The concern: MCP isn’t ready for stasis. Foundation governance slows development — that’s intentional. But MCP still contains fundamental gaps: multi-tenancy, admin controls, context-aware discovery, real-time notifications. These aren’t edge cases; they’re enterprise blockers.
Foundation governance means committees, consensus, and careful deliberation. Protocol evolution follows agreement speed, not need speed. Competitors with centralized control iterate faster and ship features quicker.
Is Anthropic stepping back because they know MCP won’t be the winner?
The handoff signals MCP serves some use cases, not universal AI-tool interaction. By transferring to the Foundation, Anthropic focuses on making Claude better without managing a protocol potentially capturing only part of the market.
MCP might become the USB-C of AI tooling: widely adopted, good enough for most cases, but not the only connector. Or it may ossify while something more nimble emerges.
Where We’re Betting: MCP vs Code Mode
Both paths coexist:
MCP for structured, high-trust integrations: Enterprise workflows requiring explicit permissions, audit logs, and vendor-neutral tooling.

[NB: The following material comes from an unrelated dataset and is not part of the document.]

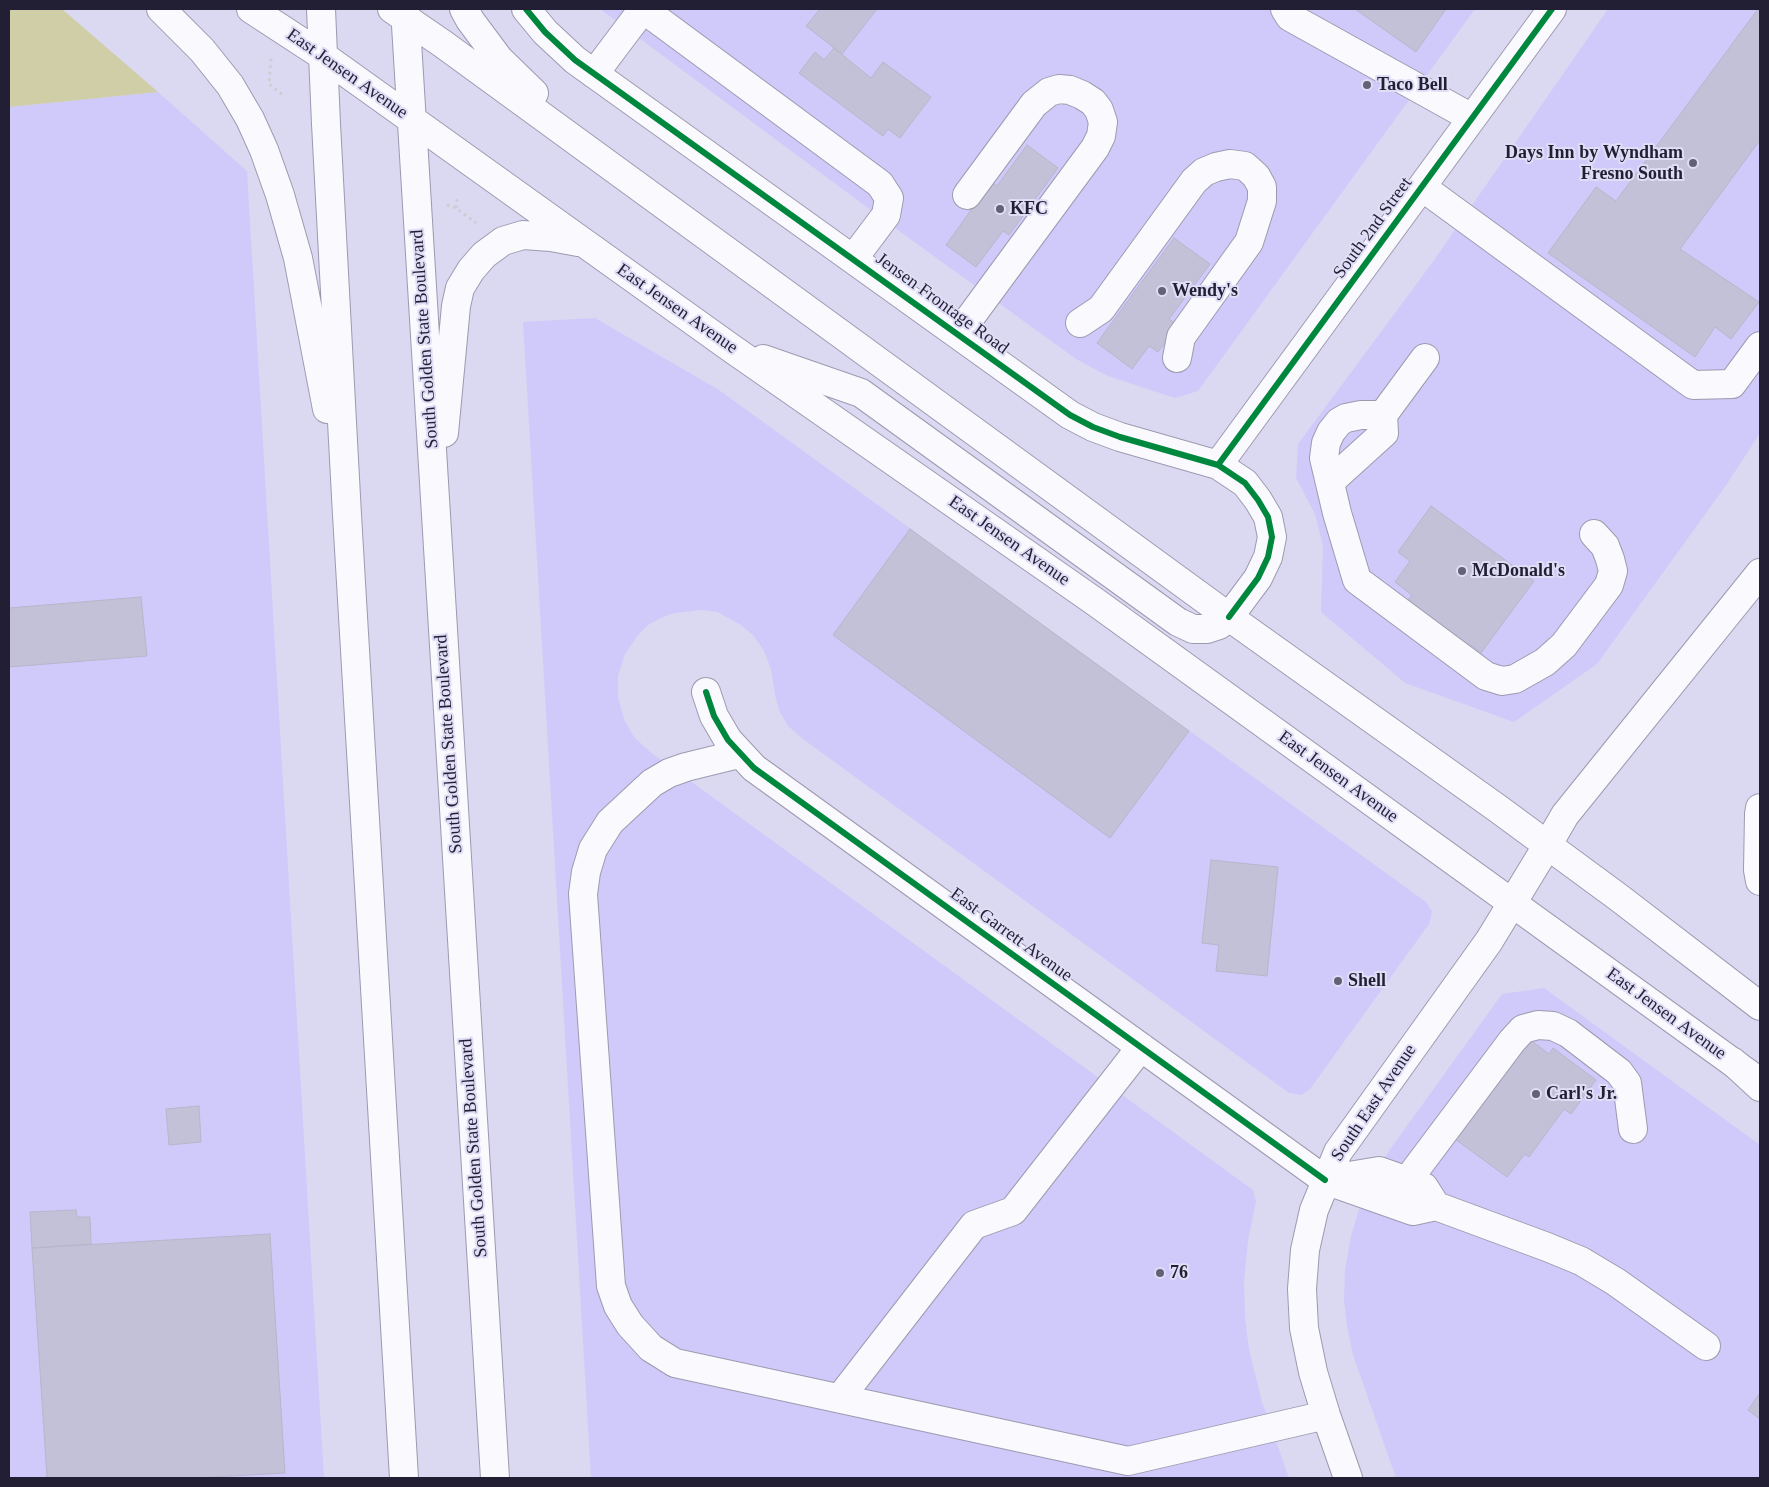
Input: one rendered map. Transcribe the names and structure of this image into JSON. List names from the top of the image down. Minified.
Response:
{"streets":{"main road":["East Jensen Avenue","South 2nd Street","Jensen Frontage Road","South Golden State Boulevard","East Garrett Avenue","South East Avenue"]},"crossings":[["East Jensen Avenue","South Golden State Boulevard"],["East Jensen Avenue","South East Avenue"],["South 2nd Street","Jensen Frontage Road"],["East Garrett Avenue","South East Avenue"]],"places":["Taco Bell","Days Inn by Wyndham Fresno South","KFC","Wendy's","McDonald's","Shell","Carl's Jr.","76"]}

Code Mode for exploratory, developer-centric use cases: When agents need flexibility and broader system access is acceptable.
Winners won’t choose sides — they’ll understand when to use which approach.
The Missing Layer: Agent Skills for MCP
MCP provides technical plumbing connecting models to tools but doesn’t specify when to use which tools or how to combine them for specific outcomes.
Skills fill this gap as the abstraction layer making MCP usable: they encapsulate MCP servers and tools into outcome-oriented packages without overloading context.
The Agent Skills specification defines skills as reusable capability modules. Drop a skill file and agents gain new domains: code review patterns, deployment workflows, research methodologies. Skills specify which MCP servers to use, what tools to invoke, and how to combine them.
Skills prove interesting for two reasons:
Use-case framing: MCP describes tools technically; skills describe outcomes. Agents reason better about outcomes than API specifications.
Context isolation: Agents with 50 MCP servers face 50 competing tool definitions. Skills load only what’s relevant — activate deployment skills, get deployment tools only. The rest stays out of context until needed.
Skills won’t replace MCP; they make it more accessible. MCP provides standard interfaces; skills provide higher-level composition making those interfaces useful.